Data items
= Beginning of Section =

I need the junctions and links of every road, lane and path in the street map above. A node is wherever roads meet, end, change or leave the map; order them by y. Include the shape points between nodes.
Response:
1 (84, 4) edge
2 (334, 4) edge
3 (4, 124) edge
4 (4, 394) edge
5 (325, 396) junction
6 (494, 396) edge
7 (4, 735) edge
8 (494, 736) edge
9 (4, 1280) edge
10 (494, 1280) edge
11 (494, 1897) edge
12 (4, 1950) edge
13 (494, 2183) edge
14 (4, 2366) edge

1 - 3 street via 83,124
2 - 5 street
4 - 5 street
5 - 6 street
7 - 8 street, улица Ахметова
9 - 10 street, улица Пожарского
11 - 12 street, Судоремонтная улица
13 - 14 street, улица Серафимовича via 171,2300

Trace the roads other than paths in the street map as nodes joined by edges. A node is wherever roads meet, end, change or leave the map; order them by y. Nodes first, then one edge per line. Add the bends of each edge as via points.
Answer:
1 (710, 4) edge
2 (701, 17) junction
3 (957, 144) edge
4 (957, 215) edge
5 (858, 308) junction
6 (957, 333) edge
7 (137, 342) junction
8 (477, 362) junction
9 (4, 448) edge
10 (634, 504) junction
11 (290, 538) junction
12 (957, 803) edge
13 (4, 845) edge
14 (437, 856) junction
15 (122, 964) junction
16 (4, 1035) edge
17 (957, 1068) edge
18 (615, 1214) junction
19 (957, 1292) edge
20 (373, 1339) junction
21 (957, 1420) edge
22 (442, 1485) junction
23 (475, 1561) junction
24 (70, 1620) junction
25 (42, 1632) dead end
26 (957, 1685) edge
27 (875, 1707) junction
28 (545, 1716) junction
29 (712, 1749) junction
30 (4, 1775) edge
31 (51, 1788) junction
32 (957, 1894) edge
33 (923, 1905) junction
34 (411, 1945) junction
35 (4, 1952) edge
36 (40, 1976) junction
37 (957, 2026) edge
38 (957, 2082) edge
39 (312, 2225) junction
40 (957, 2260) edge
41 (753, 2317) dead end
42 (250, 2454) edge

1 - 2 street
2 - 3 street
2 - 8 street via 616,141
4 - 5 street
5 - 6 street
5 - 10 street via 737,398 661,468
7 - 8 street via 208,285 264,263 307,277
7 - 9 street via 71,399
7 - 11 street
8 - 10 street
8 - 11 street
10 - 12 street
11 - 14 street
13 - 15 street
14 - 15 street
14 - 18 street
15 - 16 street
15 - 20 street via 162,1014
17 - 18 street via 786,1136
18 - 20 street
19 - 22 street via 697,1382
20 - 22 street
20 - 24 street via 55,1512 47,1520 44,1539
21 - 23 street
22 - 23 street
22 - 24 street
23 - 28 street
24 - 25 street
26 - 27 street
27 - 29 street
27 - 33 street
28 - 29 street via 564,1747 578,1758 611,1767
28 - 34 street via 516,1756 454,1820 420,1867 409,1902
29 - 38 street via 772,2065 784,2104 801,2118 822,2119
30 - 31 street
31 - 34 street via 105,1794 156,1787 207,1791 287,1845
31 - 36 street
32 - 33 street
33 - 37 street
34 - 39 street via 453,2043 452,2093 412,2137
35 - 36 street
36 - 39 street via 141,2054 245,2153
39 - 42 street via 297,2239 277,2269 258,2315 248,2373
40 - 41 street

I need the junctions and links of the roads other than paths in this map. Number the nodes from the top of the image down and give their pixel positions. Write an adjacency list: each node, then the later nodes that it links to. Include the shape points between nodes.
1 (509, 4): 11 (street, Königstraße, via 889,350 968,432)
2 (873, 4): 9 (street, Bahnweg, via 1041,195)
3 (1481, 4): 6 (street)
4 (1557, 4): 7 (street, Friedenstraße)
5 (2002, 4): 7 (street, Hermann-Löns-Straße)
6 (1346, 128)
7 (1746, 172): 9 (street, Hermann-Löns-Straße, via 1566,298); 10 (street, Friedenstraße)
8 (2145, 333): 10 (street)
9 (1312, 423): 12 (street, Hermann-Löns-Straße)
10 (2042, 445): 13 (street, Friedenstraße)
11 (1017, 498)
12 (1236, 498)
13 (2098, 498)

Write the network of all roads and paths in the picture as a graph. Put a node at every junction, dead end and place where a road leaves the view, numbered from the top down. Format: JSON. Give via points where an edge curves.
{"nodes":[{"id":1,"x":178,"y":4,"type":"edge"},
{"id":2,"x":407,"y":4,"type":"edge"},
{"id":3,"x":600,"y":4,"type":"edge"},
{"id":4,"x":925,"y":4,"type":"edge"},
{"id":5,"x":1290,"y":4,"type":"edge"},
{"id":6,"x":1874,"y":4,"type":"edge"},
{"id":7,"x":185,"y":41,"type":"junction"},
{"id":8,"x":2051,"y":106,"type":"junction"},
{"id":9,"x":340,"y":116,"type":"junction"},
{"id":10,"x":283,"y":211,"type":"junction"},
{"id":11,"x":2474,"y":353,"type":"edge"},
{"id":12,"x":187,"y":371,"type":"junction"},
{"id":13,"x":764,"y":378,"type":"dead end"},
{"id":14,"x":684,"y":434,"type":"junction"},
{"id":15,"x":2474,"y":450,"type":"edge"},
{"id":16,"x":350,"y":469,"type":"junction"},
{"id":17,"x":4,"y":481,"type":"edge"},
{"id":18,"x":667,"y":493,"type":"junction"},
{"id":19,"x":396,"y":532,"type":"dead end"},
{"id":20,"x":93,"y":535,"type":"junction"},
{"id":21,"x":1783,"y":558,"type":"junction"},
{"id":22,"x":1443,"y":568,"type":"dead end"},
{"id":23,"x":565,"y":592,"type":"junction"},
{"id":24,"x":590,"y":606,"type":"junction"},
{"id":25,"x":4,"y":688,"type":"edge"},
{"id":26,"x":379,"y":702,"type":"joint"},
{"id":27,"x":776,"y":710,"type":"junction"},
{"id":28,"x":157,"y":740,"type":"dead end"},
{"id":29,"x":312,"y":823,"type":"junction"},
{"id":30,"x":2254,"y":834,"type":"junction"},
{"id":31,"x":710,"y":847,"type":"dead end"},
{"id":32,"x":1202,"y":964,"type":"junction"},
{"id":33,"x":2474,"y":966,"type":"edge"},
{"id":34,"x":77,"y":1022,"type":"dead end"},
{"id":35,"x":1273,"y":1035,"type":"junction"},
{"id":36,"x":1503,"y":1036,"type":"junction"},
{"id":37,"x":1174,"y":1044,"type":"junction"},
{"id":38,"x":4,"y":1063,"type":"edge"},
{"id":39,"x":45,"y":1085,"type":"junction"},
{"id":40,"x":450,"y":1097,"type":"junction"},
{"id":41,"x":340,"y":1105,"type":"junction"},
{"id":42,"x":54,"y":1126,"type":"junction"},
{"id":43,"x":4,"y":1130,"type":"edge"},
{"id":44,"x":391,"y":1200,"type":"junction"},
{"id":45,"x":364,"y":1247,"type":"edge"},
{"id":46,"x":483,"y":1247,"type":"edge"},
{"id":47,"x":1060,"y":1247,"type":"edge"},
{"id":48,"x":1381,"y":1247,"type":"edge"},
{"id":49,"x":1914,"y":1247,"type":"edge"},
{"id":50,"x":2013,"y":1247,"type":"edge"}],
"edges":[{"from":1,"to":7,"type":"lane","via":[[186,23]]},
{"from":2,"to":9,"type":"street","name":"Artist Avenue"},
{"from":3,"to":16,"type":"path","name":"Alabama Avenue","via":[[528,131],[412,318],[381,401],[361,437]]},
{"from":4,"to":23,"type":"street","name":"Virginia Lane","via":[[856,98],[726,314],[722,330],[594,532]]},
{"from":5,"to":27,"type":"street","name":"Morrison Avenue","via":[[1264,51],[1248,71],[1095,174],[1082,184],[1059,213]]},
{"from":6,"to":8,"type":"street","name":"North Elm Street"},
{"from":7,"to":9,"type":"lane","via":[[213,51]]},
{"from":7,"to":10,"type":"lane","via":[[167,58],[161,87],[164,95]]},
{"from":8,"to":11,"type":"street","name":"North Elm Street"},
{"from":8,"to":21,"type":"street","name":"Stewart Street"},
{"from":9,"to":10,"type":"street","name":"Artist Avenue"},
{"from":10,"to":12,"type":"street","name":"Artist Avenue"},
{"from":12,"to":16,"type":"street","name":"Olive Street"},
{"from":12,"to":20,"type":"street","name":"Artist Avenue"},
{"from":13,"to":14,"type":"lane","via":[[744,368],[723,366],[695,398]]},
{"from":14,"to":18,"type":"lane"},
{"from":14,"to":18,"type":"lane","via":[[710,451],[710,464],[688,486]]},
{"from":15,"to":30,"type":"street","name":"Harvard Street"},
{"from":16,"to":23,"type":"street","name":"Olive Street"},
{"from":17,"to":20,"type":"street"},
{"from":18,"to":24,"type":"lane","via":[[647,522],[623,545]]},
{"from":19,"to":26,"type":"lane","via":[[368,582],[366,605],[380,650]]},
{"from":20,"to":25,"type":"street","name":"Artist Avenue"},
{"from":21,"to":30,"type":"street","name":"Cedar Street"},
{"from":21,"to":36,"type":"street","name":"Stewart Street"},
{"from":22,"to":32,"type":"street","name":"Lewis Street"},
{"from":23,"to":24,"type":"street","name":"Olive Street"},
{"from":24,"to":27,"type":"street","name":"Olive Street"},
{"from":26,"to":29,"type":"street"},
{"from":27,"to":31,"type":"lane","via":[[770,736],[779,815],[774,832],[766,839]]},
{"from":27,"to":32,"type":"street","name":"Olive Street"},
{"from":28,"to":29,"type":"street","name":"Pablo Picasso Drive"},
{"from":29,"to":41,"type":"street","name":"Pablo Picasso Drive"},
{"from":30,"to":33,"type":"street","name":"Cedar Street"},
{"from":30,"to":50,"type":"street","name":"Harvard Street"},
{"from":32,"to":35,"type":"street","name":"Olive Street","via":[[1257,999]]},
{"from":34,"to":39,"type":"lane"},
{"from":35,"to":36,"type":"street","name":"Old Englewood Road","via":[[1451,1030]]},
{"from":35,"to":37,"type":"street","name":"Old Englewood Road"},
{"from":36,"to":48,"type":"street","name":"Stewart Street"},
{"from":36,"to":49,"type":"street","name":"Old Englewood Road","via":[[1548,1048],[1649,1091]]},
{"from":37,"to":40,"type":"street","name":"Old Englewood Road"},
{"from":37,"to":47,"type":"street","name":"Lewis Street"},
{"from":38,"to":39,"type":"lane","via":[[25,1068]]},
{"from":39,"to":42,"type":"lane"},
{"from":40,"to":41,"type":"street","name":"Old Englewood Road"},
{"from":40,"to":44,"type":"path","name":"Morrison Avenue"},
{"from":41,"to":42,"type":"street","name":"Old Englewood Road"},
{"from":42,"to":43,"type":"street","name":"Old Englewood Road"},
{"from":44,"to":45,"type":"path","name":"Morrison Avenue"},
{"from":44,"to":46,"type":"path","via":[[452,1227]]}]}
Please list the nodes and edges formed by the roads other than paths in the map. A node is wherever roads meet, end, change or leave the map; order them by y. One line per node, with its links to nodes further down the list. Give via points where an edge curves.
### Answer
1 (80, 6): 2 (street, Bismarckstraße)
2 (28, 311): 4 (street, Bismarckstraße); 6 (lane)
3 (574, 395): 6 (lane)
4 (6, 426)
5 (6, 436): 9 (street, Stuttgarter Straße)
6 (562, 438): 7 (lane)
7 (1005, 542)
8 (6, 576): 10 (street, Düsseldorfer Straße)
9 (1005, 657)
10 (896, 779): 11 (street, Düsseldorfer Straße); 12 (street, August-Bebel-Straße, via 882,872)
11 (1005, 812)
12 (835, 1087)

= End of Section =

» What you are asked to do: Among the entries above, how many lines contain the string "Düsseldorfer"? Write the number alone.

» Answer to this problem: 2